OCHO. Nada tiene que ver esta fenomenología con ser culto, con haber abarcado o trasegado muchos libros, con controlar referencias de saberes reglados y planes de estudios o con haberse acreditado de turista en museos de momias, maniquíes y montajes. Menos aún, con apuntarse a una ideología de moda, con inclinar la cerviz ante unos partidos políticos que se apoderan de las instituciones vendiendo impostadas salvaciones. No se emparenta con ese paternalismo santurrón que llaman compromiso. Con el negocio de vender falsas bondades como buleros progresistas al uso. Está, antes bien, dicha casuística afiliada a las benditas desigualdades del azar, que son las que fundan cualquier axiología o clasificación de valores que merezca la pena. Ello, hablando sin aspirar a quedar bien con los inútiles, como quien perorase ante los más parvos o crédulos de la guardería, tal es corriente en esta coyuntura de adulación e inmerecida afluencia. Se trata, pues, de un aristocratismo de partida, no de un elitismo de llegada, de una inteligencia disfrutada sin cortapisas ni laboriosidad impertinente, de aquella especificidad por definir, en suma, que ni se compra ni te la hacen llegar como dádiva en una redistribución forzada, inverosímil y postiza que viniese dispensada por cualquier doxa ministerial.

Su escritura, como su pintura o sus dibujos, no gobierna unas fronteras fijas ni conserva una delineación concluyente o cerrada

NUEVE. Bastantes más son las publicaciones de Ginés Liébana disponibles que no se han podido mencionar aquí, e ingente la obra inédita o pendiente contenida en sus cuadernos. Su escritura, como su pintura o sus dibujos, no gobierna unas fronteras fijas ni conserva una delineación concluyente o cerrada, toda vez que las tres órbitas son, tal y como se ha descrito, cauce heraclitiano, menester de ave fénix y espacio de permutaciones. Un arsenal de símbolos, fetiches y amuletos en el que impera un feraz vitalismo en perpetuo hacerse y deshacerse. Sus mejores libros podrían ser aquellos más propiamente poéticos y mistéricos, por lo general dados a la imprenta en su ya prolongada madurez, títulos como La equis mística (Madrid: Biblioteca Nueva, 2005), con un magnífico prólogo que firma la ministra Carmen Calvo; Cantes al Amorsillega (Villa del Río: Ayuntamiento, 2009), que porta el revelador subtítulo de «Claves para consonar la compasión y el grito en la zanja de los columbarios flamencos»; Cautivo placer acorazado (Villa del Río: Ayuntamiento, 2011) o La lira manantiálica (Madrid: Ediciones Antígona, 2014), que cuenta con sagaces textos de Luis Antonio de Villena y Pilar García Montañés.
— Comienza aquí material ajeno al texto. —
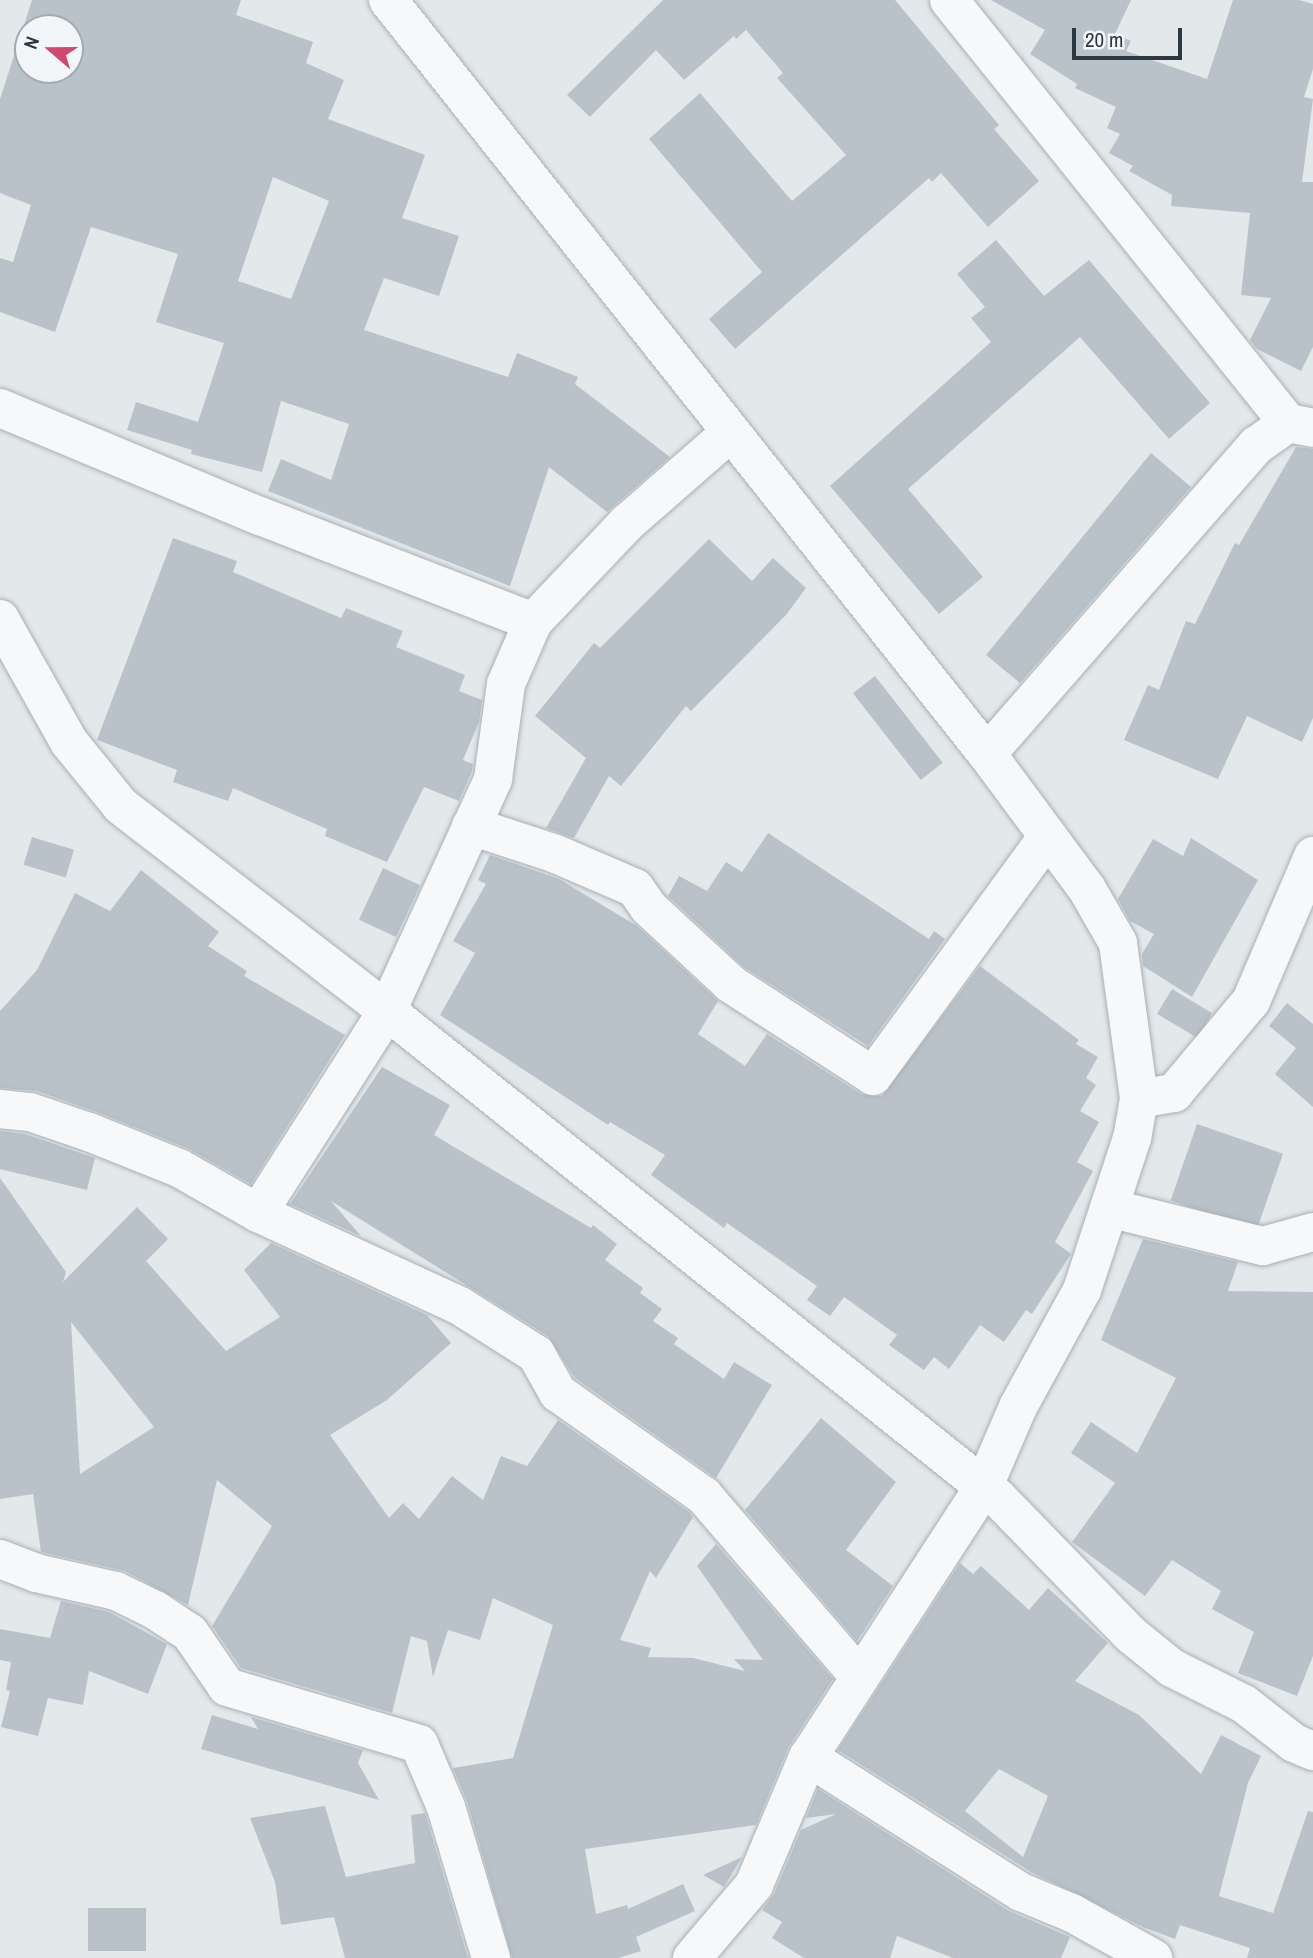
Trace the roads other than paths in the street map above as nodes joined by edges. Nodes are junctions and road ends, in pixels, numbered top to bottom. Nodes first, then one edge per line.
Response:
1 (388, 0) edge
2 (949, 0) edge
3 (0, 408) edge
4 (1301, 425) edge
5 (731, 432) junction
6 (0, 619) edge
7 (533, 622) junction
8 (987, 754) junction
9 (471, 826) junction
10 (1047, 837) junction
11 (1313, 856) edge
12 (387, 1011) junction
13 (1139, 1099) junction
14 (0, 1109) edge
15 (1109, 1208) junction
16 (258, 1213) junction
17 (1313, 1232) edge
18 (983, 1488) junction
19 (0, 1559) edge
20 (858, 1675) junction
21 (1313, 1751) edge
22 (808, 1757) junction
23 (491, 1958) edge
24 (692, 1958) edge
25 (1153, 1958) edge

1 - 5 street
2 - 4 street
3 - 7 street
4 - 8 street
5 - 7 street
5 - 8 street
6 - 12 street
7 - 9 street
8 - 10 street
9 - 10 street
9 - 12 street
10 - 13 street
11 - 13 street
12 - 16 street
12 - 18 street
13 - 15 street
14 - 16 street
15 - 17 street
15 - 18 street
16 - 20 street
18 - 20 street
18 - 21 street
19 - 23 street
20 - 22 street
22 - 24 street
22 - 25 street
En estos últimos poemarios, el hilo de la voz se torna más afilado, el tono es más críptico, oblicuo y enigmático, la economía de recursos más severa, metafórica y reflexiva. Como si quien escribe quisiera entornar los ojos y convocar las huestes de su inteligencia para, desde la serenidad, concentrarse intensamente en lo que estima más.